Decade of last.fm scrobbling countdown:
48. Opeth (640 plays)
Top track (26 plays): The Devil’s Orchard, from Heritage (2011)

When I saw Opeth was coming up next, I got pretty excited about what the top track would be. Would my really oldschool Opeth credentials shine with a song like The Twilight is My Robe or Advent topping the charts, or could nothing hope to match Demon of the Fall? A Heritage track was the last thing I ever expected. It’s easy to forget, in the onslaught of relatively poor reviews, how much I actually enjoyed that album when it came out. Oh, it wasn’t love at first listen, but for me it was a breath of fresh air after years of diminishing faith in Akerfeldt’s song-writing ability.
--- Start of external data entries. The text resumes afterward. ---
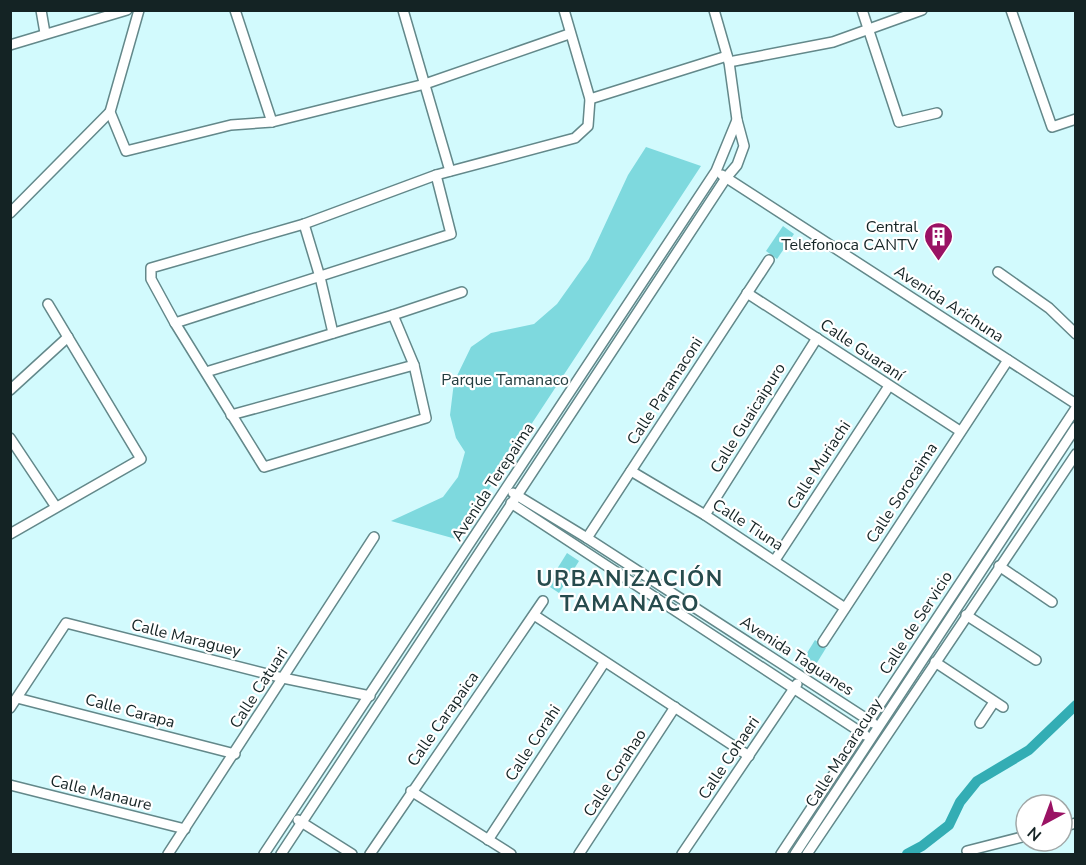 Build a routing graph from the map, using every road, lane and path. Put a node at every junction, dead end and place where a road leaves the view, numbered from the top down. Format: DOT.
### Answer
graph roads {
  1 [pos="41,10"];
  2 [pos="128,10"];
  3 [pos="139,10"];
  4 [pos="235,10"];
  5 [pos="403,10"];
  6 [pos="564,10"];
  7 [pos="714,10"];
  8 [pos="862,10"];
  9 [pos="922,10"];
  10 [pos="1011,10"];
  11 [pos="868,31"];
  12 [pos="45,33"];
  13 [pos="570,34"];
  14 [pos="10,45"];
  15 [pos="728,59"];
  16 [pos="425,84"];
  17 [pos="590,99"];
  18 [pos="110,112"];
  19 [pos="937,113"];
  20 [pos="1076,119"];
  21 [pos="738,120"];
  22 [pos="272,122"];
  23 [pos="450,171"];
  24 [pos="716,171"];
  25 [pos="436,175"];
  26 [pos="726,178"];
  27 [pos="10,213"];
  28 [pos="304,224"];
  29 [pos="769,260"];
  30 [pos="998,272"];
  31 [pos="320,277"];
  32 [pos="462,292"];
  33 [pos="747,293"];
  34 [pos="48,304"];
  35 [pos="393,315"];
  36 [pos="175,323"];
  37 [pos="333,333"];
  38 [pos="1076,334"];
  39 [pos="68,337"];
  40 [pos="817,338"];
  41 [pos="1008,360"];
  42 [pos="414,365"];
  43 [pos="206,372"];
  44 [pos="889,386"];
  45 [pos="10,390"];
  46 [pos="1076,406"];
  47 [pos="231,415"];
  48 [pos="1076,427"];
  49 [pos="960,431"];
  50 [pos="10,438"];
  51 [pos="1076,454"];
  52 [pos="631,471"];
  53 [pos="507,489"];
  54 [pos="514,499"];
  55 [pos="56,507"];
  56 [pos="705,515"];
  57 [pos="10,534"];
  58 [pos="374,537"];
  59 [pos="587,538"];
  60 [pos="775,560"];
  61 [pos="999,566"];
  62 [pos="543,601"];
  63 [pos="1053,602"];
  64 [pos="845,608"];
  65 [pos="534,615"];
  66 [pos="966,615"];
  67 [pos="823,642"];
  68 [pos="1036,660"];
  69 [pos="935,662"];
  70 [pos="604,663"];
  71 [pos="801,677"];
  72 [pos="283,678"];
  73 [pos="794,689"];
  74 [pos="370,696"];
  75 [pos="17,698"];
  76 [pos="675,707"];
  77 [pos="10,708"];
  78 [pos="869,721"];
  79 [pos="980,723"];
  80 [pos="879,727"];
  81 [pos="861,733"];
  82 [pos="888,733"];
  83 [pos="875,742"];
  84 [pos="235,754"];
  85 [pos="749,756"];
  86 [pos="10,785"];
  87 [pos="411,791"];
  88 [pos="291,815"];
  89 [pos="302,823"];
  90 [pos="185,829"];
  91 [pos="1014,839"];
  92 [pos="488,840"];
  93 [pos="967,851"];
  94 [pos="168,855"];
  95 [pos="264,855"];
  96 [pos="280,855"];
  97 [pos="352,855"];
  98 [pos="370,855"];
  99 [pos="511,855"];
  100 [pos="579,855"];
  101 [pos="682,855"];
  102 [pos="781,855"];
  103 [pos="795,855"];
  104 [pos="807,855"];
  1 -- 12 [label="street"];
  2 -- 12 [label="street"];
  3 -- 18 [label="street"];
  4 -- 22 [label="street"];
  5 -- 16 [label="street"];
  6 -- 13 [label="street"];
  7 -- 15 [label="street, Avenida Terepaima"];
  8 -- 11 [label="street"];
  9 -- 11 [label="street"];
  10 -- 20 [label="street"];
  11 -- 15 [label="street"];
  11 -- 19 [label="street"];
  12 -- 14 [label="street"];
  13 -- 16 [label="street"];
  13 -- 17 [label="street"];
  15 -- 17 [label="street"];
  15 -- 21 [label="street, Avenida Terepaima"];
  16 -- 22 [label="street"];
  16 -- 23 [label="street"];
  17 -- 23 [label="street"];
  18 -- 22 [label="street"];
  18 -- 27 [label="street"];
  21 -- 24 [label="street, Avenida Terepaima"];
  21 -- 26 [label="street, Avenida Terepaima"];
  23 -- 25 [label="street"];
  24 -- 26 [label="street, Avenida Arichuna"];
  24 -- 53 [label="street, Avenida Terepaima"];
  25 -- 28 [label="street"];
  25 -- 31 [label="street"];
  26 -- 41 [label="street, Avenida Arichuna"];
  26 -- 54 [label="street, Avenida Terepaima"];
  28 -- 31 [label="street"];
  28 -- 36 [label="street"];
  29 -- 33 [label="street, Calle Paramaconi"];
  30 -- 38 [label="street"];
  31 -- 36 [label="street"];
  31 -- 37 [label="street"];
  32 -- 35 [label="street"];
  33 -- 40 [label="street, Calle Guaraní"];
  33 -- 52 [label="street, Calle Paramaconi"];
  34 -- 39 [label="street"];
  35 -- 37 [label="street"];
  35 -- 42 [label="street"];
  36 -- 43 [label="street"];
  37 -- 43 [label="street"];
  39 -- 45 [label="street"];
  39 -- 55 [label="street"];
  40 -- 44 [label="street, Calle Guaraní"];
  40 -- 56 [label="street, Calle Guaicaipuro"];
  41 -- 46 [label="street, Avenida Arichuna"];
  41 -- 49 [label="street, Calle Sorocaima"];
  42 -- 47 [label="street"];
  42 -- 47 [label="street"];
  43 -- 47 [label="street"];
  44 -- 49 [label="street, Calle Guaraní"];
  44 -- 60 [label="street, Calle Muriachi"];
  46 -- 78 [label="street, Calle de Servicio"];
  48 -- 80 [label="street, Calle Macaracuay"];
  49 -- 64 [label="street, Calle Sorocaima"];
  50 -- 55 [label="street"];
  51 -- 61 [label="street, Calle Macaracuay"];
  52 -- 56 [label="street, Calle Tiuna"];
  52 -- 59 [label="street, Calle Paramaconi"];
  53 -- 54 [label="street, Avenida Taguanes"];
  53 -- 74 [label="street, Avenida Terepaima"];
  54 -- 59 [label="street, Avenida Taguanes"];
  54 -- 73 [label="street, Avenida Taguanes"];
  54 -- 89 [label="street, Avenida Terepaima"];
  55 -- 57 [label="street"];
  56 -- 60 [label="street, Calle Tiuna"];
  58 -- 72 [label="street, Calle Catuari"];
  59 -- 71 [label="street, Avenida Taguanes"];
  60 -- 64 [label="street, Calle Tiuna"];
  61 -- 63 [label="street"];
  61 -- 66 [label="street, Calle Macaracuay"];
  62 -- 65 [label="street, Calle Carapaica"];
  64 -- 67 [label="street, Calle Sorocaima"];
  65 -- 70 [label="street"];
  65 -- 87 [label="street, Calle Carapaica"];
  66 -- 68 [label="street"];
  66 -- 69 [label="street, Calle Macaracuay"];
  69 -- 79 [label="street"];
  69 -- 82 [label="street, Calle Macaracuay"];
  70 -- 76 [label="street"];
  70 -- 92 [label="street, Calle Corahi"];
  71 -- 73 [label="street, Calle Cohaeri"];
  71 -- 78 [label="street, Avenida Taguanes"];
  72 -- 74 [label="street, Calle Maraguey"];
  72 -- 75 [label="street, Calle Maraguey"];
  72 -- 84 [label="street, Calle Catuari"];
  73 -- 81 [label="street, Avenida Taguanes"];
  73 -- 85 [label="street, Calle Cohaeri"];
  74 -- 88 [label="street, Avenida Terepaima"];
  75 -- 77 [label="street"];
  75 -- 84 [label="street, Calle Carapa"];
  76 -- 85 [label="street"];
  76 -- 100 [label="street, Calle Corahao"];
  78 -- 80 [label="street, Avenida Taguanes"];
  78 -- 81 [label="street, Calle de Servicio"];
  80 -- 82 [label="street, Avenida Taguanes"];
  80 -- 83 [label="street, Calle Macaracuay"];
  81 -- 83 [label="street, Avenida Taguanes"];
  81 -- 102 [label="street, Calle de Servicio"];
  82 -- 83 [label="street, Calle Macaracuay"];
  83 -- 103 [label="street, Calle Macaracuay"];
  83 -- 104 [label="street, Calle Macaracuay"];
  84 -- 90 [label="street, Calle Catuari"];
  85 -- 101 [label="street, Calle Cohaeri"];
  86 -- 90 [label="street, Calle Manaure"];
  87 -- 92 [label="street"];
  87 -- 98 [label="street, Calle Carapaica"];
  88 -- 89 [label="street"];
  88 -- 95 [label="street, Avenida Terepaima"];
  89 -- 96 [label="street, Avenida Terepaima"];
  89 -- 97 [label="street"];
  90 -- 94 [label="street, Calle Catuari"];
  91 -- 93 [label="street"];
  92 -- 99 [label="street"];
}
Opeth was one of the first metal bands I ever listened to, and, nostalgia aside, I really do think their first three albums were by far their best. A void, beginning subtly with Still Life and expanding more drastically after Blackwater Park, had grown between my personal tastes and the direction Akerfeldt was steering the band. This coupled with what I perceived as an overinflated ego to completely erode my interest in the band for a long time. Ghost Reveries and Watershed only managed four and three listens respectively before I yawned and moved on.

I am not much of a progressive rock fan, but with Heritage I did start to feel like Akerfeldt was coming back to earth and keeping it real again. I don’t know about his whole “I’m done with metal” mentality; it seems to me like he’s exactly where he needs to be to start composing the sort of metal I can enjoy again. But even if prog rock is all that’s going to appear under the Opeth moniker for a long time to come, his decision to tone things down has successfully resurrected my interest. The Devil’s Orchard is my most played Opeth song because these charts do not begin until 2003; a few years earlier and the statistics would reflect something quite different. But suffice to say I do think this is the best Opeth album since Blackwater Park.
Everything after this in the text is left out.